Canada once held a position as a global broadband leader. It ranked second in 2002 behind South Korea in the number of broadband subscribers per 100 inhabitants, according to data from the Organization for Economic Co-operation and Development.
But that lead has dwindled, as other countries have caught up and outpaced Canada in growth in the last five years. Canada now ranks 10th according to the latest OECD figures from June, with 27.9 subscribers per 100 inhabitants.

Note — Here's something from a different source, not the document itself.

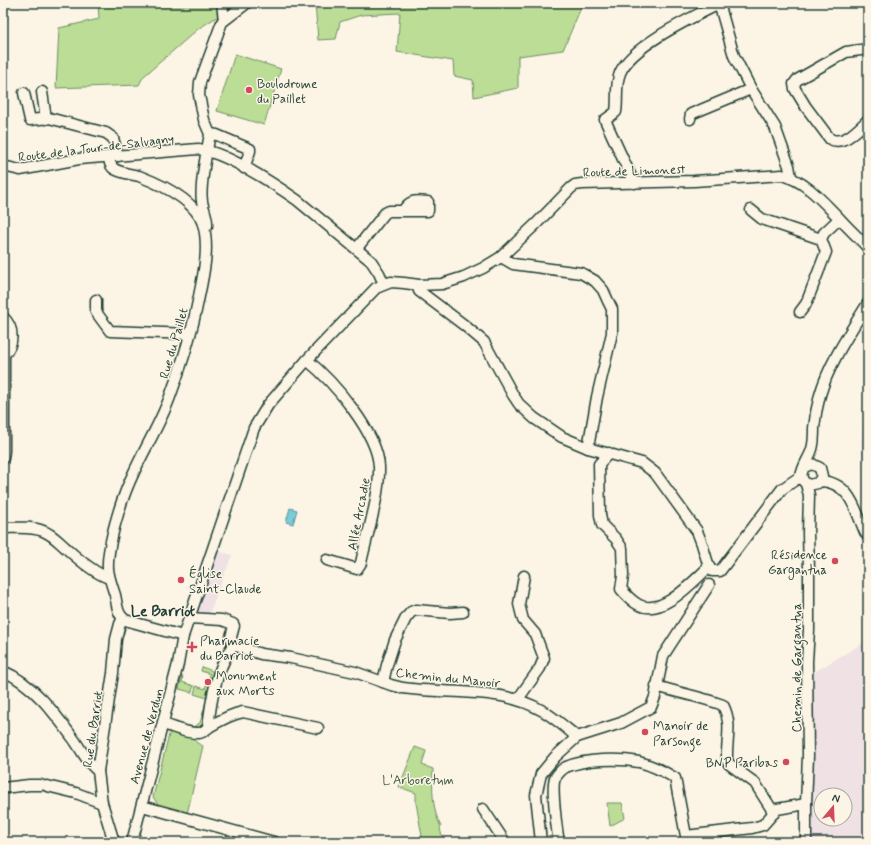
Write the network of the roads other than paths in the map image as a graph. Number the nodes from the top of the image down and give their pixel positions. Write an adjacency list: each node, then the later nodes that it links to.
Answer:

Denmark leads the 30 OECD countries with 36.7 subscribers per 100 inhabitants.
And while Canada retains its position as the most-connected country among G7 nations, that lead is dwindling, with the United Kingdom trailing close behind at 27.6 subscribers per 100 inhabitants and, at current growth rates, expected to pass Canada in 2009.
Where Canada trails other countries considerably is in the pricing of its broadband services.
Canadians pay an average of $28.14 US in monthly price per advertised megabit per second, according to 2007 figures from the OECD. Only Greece, Mexico and Turkey have higher costs per Mbit/second among the 30 OECD nations surveyed.
Liberal science and technology critic Marc Garneau told CBC News he couldn't say whether the $225 million over three years is significant enough to keep Canada connected, but said it represented a start in the right direction.
"I think it will go some way towards the goal," Garneau said.
But he said the real test for the government will be in how quickly and efficiently the program delivers the service.
"We are going to be watching this government very carefully," he said. "What we want to see is how much goes towards that and how quickly, and does it go into the areas that actually need it."